Comunicación asertiva, clave para tus logros profesionales

La comunicación es el ingrediente estrella a la hora de establecer relaciones exitosas. Si esta comunicación es clara, respetuosa y empática, principios de la comunicación asertiva, tendremos gran parte del camino recorrido, más si cabe en entornos de trabajo globales, diversos y colaborativos, donde el trabajo en equipo es fundamental.

En la comunicación asertiva es tan importante transmitir un mensaje de forma adecuada como escuchar a nuestro interlocutor. No en vano, sus aportaciones pueden enriquecer el debate o proyecto que se esté llevando a cabo. También habrá que prestar atención a la postura corporal y a la comunicación no verbal (gestos, tono de voz, mirada, etc.), ya que estas pueden bien reforzar el mensaje o bien todo lo contrario y desdibujarlo. La inteligencia emocional del emisor y del receptor también será fundamental para llegar a un entendimiento entre las partes.

comunicación asertivaComunicación asertiva = Enriquecimiento mutuo

La sinceridad es otro pilar de la comunicación asertiva. Esto implica ser honestos y no querer imponer el criterio de uno a los demás ni, peor todavía, faltarles al respecto, hacer reproches o entrar en conflictos. Del mismo modo, debemos evitar una actitud sumisa o pasiva. En cualquier caso, lo más beneficioso para los implicados –y para la marcha de la empresa- será crear un clima de confianza donde todos se sientan cómodos a la hora de exponer su punto de vista ante los demás, de manera que se enriquezca la toma de decisiones.

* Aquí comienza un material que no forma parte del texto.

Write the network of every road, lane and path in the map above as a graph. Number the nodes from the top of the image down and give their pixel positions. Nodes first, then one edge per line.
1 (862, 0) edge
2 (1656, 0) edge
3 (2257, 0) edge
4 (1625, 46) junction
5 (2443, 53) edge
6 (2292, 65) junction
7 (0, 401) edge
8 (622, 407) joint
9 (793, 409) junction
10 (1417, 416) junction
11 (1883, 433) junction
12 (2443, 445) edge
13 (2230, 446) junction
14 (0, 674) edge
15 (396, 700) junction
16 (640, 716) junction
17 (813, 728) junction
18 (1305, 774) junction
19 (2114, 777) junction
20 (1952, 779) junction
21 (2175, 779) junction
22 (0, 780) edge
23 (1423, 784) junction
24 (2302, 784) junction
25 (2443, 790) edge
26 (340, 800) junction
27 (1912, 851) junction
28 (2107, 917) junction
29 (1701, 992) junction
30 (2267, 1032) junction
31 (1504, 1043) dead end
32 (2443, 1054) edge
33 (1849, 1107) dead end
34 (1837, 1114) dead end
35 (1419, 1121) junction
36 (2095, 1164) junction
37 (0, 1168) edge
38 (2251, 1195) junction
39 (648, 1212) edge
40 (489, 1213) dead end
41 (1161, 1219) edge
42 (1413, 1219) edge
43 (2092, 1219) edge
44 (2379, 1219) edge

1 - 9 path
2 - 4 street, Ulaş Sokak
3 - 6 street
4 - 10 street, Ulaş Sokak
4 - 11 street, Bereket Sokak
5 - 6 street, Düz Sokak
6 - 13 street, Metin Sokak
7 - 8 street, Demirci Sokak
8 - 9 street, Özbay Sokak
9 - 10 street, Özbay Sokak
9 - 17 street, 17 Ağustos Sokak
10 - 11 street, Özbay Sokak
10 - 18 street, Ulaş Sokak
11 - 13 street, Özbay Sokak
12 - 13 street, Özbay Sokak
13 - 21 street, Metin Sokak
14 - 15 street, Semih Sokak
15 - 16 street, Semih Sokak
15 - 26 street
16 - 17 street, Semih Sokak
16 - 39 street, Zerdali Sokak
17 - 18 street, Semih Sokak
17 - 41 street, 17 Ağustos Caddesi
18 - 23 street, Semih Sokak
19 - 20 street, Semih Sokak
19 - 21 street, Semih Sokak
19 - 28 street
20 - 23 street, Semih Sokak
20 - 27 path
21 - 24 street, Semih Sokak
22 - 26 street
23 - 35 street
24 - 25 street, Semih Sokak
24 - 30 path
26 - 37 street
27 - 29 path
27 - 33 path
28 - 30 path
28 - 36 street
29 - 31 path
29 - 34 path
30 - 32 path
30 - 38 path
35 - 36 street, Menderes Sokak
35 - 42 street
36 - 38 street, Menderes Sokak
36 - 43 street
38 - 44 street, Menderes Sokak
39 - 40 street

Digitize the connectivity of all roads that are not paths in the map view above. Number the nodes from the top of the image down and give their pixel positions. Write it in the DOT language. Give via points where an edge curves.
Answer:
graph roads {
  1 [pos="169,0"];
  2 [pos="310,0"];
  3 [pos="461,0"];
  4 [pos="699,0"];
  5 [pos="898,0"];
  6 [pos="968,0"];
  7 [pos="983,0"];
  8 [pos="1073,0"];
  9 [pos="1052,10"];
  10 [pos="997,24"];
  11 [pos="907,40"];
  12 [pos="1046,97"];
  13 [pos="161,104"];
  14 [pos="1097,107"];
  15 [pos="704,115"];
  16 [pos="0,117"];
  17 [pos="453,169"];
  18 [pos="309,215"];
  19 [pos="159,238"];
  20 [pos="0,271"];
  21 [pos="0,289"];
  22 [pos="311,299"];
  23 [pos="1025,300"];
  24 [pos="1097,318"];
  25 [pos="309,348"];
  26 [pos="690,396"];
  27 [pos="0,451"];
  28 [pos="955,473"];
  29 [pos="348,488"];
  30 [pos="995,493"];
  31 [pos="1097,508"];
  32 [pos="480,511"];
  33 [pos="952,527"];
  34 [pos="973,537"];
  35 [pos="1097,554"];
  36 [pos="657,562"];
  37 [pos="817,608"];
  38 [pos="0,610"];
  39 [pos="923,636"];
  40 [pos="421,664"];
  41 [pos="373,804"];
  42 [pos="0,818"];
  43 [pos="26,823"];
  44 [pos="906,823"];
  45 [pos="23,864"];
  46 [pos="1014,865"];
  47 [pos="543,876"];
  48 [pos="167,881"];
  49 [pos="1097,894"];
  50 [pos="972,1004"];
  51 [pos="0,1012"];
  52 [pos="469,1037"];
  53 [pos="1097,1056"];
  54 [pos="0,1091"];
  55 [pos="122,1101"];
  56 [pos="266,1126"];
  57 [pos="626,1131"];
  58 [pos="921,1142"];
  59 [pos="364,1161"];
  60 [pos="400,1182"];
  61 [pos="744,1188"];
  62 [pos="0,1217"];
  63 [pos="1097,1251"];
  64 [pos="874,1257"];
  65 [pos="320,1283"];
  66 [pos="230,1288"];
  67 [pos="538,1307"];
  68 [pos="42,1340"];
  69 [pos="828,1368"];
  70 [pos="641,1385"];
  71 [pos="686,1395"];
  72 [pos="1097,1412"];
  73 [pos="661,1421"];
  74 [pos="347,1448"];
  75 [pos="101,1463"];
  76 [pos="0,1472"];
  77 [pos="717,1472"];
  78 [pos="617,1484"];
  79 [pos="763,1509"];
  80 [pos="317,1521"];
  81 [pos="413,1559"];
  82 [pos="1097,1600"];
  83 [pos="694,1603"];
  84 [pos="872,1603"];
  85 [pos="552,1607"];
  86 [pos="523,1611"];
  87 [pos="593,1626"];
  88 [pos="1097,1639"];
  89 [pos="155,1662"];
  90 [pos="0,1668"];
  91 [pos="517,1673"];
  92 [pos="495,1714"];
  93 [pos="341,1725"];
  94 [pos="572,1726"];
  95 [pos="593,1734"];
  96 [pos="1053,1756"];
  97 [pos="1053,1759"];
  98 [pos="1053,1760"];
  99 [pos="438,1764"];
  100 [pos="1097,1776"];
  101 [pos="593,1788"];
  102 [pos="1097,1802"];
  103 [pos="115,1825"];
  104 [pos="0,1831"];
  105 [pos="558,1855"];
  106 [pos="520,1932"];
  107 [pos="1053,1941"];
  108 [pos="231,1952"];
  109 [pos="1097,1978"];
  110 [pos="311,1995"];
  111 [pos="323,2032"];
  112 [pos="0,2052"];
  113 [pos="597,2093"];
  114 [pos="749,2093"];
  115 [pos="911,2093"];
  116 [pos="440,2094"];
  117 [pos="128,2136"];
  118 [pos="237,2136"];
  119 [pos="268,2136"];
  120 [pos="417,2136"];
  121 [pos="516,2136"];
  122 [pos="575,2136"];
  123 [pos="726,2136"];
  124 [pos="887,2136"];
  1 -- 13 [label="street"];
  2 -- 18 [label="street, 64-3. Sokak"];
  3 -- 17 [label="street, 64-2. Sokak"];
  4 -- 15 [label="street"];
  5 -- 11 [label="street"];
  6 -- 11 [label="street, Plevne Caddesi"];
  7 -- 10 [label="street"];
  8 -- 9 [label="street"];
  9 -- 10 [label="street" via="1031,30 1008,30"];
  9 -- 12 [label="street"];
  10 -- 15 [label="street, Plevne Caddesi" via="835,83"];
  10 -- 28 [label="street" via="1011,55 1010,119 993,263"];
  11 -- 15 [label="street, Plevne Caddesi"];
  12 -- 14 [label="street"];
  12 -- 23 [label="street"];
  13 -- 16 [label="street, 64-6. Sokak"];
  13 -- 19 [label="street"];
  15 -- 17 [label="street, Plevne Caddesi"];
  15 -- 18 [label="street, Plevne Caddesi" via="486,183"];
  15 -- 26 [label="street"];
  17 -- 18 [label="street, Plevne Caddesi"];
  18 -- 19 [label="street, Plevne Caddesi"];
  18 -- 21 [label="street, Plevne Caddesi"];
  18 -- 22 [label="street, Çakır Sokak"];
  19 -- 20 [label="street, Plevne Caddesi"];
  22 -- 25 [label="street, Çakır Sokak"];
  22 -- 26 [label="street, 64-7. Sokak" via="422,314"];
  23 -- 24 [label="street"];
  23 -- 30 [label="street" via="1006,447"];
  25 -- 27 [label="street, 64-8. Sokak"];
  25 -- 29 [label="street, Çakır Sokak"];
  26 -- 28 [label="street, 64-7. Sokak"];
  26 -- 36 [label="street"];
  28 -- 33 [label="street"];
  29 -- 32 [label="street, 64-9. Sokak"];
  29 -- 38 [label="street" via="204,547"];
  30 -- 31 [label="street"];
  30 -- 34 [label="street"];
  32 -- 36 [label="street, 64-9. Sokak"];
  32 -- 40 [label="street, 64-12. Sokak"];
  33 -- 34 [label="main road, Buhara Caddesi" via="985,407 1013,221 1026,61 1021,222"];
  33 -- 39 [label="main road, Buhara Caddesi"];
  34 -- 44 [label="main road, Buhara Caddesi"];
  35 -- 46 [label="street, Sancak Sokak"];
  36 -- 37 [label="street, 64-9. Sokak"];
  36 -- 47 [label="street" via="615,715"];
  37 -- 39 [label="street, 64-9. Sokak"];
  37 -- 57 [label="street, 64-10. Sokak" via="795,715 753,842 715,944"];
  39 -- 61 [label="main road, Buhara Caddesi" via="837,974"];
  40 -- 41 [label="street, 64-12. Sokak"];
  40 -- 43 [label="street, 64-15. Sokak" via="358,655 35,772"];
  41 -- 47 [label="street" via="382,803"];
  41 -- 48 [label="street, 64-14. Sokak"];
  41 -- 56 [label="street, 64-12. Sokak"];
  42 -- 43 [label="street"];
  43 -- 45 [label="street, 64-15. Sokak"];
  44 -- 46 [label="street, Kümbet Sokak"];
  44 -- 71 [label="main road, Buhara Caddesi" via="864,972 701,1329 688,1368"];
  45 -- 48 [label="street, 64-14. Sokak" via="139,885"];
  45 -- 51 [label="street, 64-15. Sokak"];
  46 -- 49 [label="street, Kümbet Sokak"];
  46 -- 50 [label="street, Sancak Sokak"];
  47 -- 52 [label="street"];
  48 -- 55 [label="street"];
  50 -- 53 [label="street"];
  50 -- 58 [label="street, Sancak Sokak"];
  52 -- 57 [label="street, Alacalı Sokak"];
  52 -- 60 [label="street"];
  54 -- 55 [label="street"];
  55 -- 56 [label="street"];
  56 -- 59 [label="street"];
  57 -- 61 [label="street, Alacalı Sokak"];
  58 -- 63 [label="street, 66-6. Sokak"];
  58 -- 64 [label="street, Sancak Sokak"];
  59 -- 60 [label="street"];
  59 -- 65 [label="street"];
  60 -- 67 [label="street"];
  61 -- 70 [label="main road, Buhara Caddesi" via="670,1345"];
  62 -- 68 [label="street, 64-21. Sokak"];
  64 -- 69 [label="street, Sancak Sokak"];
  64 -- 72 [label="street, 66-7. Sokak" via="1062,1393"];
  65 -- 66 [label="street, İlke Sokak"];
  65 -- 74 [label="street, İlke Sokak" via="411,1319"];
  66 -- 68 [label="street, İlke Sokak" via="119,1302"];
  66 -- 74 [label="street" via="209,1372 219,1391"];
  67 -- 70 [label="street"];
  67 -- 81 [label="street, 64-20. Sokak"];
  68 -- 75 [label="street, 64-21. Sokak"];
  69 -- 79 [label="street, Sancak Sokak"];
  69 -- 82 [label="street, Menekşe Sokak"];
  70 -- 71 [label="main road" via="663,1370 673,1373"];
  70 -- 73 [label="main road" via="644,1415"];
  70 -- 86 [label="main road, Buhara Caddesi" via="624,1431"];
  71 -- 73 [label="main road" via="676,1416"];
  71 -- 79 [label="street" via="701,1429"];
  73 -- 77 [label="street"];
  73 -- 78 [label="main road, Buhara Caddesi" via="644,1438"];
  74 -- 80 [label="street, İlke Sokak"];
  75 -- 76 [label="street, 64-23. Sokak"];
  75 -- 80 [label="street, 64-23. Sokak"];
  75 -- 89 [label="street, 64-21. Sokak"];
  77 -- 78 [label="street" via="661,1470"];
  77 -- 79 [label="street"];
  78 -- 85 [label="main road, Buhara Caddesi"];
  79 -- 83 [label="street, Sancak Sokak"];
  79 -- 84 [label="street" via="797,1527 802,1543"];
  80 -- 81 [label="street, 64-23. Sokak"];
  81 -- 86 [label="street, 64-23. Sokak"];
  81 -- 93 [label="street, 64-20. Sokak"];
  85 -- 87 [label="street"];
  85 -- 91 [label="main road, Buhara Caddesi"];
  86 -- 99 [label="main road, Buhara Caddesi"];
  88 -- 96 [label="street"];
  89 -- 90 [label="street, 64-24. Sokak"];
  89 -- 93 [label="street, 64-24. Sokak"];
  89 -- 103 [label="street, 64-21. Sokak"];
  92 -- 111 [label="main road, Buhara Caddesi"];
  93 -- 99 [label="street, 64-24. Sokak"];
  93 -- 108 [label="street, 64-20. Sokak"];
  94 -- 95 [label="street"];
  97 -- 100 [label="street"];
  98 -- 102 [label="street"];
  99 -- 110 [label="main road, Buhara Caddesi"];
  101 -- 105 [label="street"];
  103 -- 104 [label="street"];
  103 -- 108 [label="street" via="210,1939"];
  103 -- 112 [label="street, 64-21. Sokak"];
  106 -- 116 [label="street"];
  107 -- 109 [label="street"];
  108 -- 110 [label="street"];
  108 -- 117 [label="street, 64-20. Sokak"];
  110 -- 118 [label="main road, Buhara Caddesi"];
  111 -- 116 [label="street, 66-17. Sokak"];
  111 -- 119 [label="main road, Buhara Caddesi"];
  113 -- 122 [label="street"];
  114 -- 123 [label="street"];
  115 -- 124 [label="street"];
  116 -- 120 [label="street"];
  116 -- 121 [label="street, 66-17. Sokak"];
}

En este contexto de confianza, deben abundar expresiones como “gracias”, “por favor” o “lo siento”, así como atrevernos a expresar ante los demás cómo nos sentimos frente a sus comentarios o acciones. Por ejemplo, si una persona llega sistemáticamente tarde a las reuniones, podemos empezar diciéndole que “no buscamos que se sienta atacado, pero debemos decirle que su falta de puntualidad nos hace entrever que no respeta ni nuestro tiempo ni nuestro trabajo, algo que nos duele y a todas luces contraproducente para poder colaborar juntos”. También podemos instar a esa persona “a proponer franjas horarias en las que prevea no estar tan ocupado y, sobre todo, avisar con antelación en caso de tener que cancelar o retrasar la cita”. Se trata de ejemplos aleatorios de cómo tratar temas delicados y proponer ideas de mejora desde el respeto y buscando siempre el bien común.

Saber decir que no

Si somos capaces de crear un clima de confianza que nos permita expresarnos desde el respeto y la empatía, nuestras relaciones interpersonales se verán beneficiadas. Y no solo eso, ya que cada empleado se reafirmará como sujeto con ideas propias que no debe temer exponer ante compañeros, superiores o subordinados. De la misma manera que nos sirve para decir lo que pensamos o para rebatir una idea con la que no nos identifiquemos, la comunicación asertiva también nos será útil para decir que no cuando sea necesario, algo que a algunos les cuesta y mucho.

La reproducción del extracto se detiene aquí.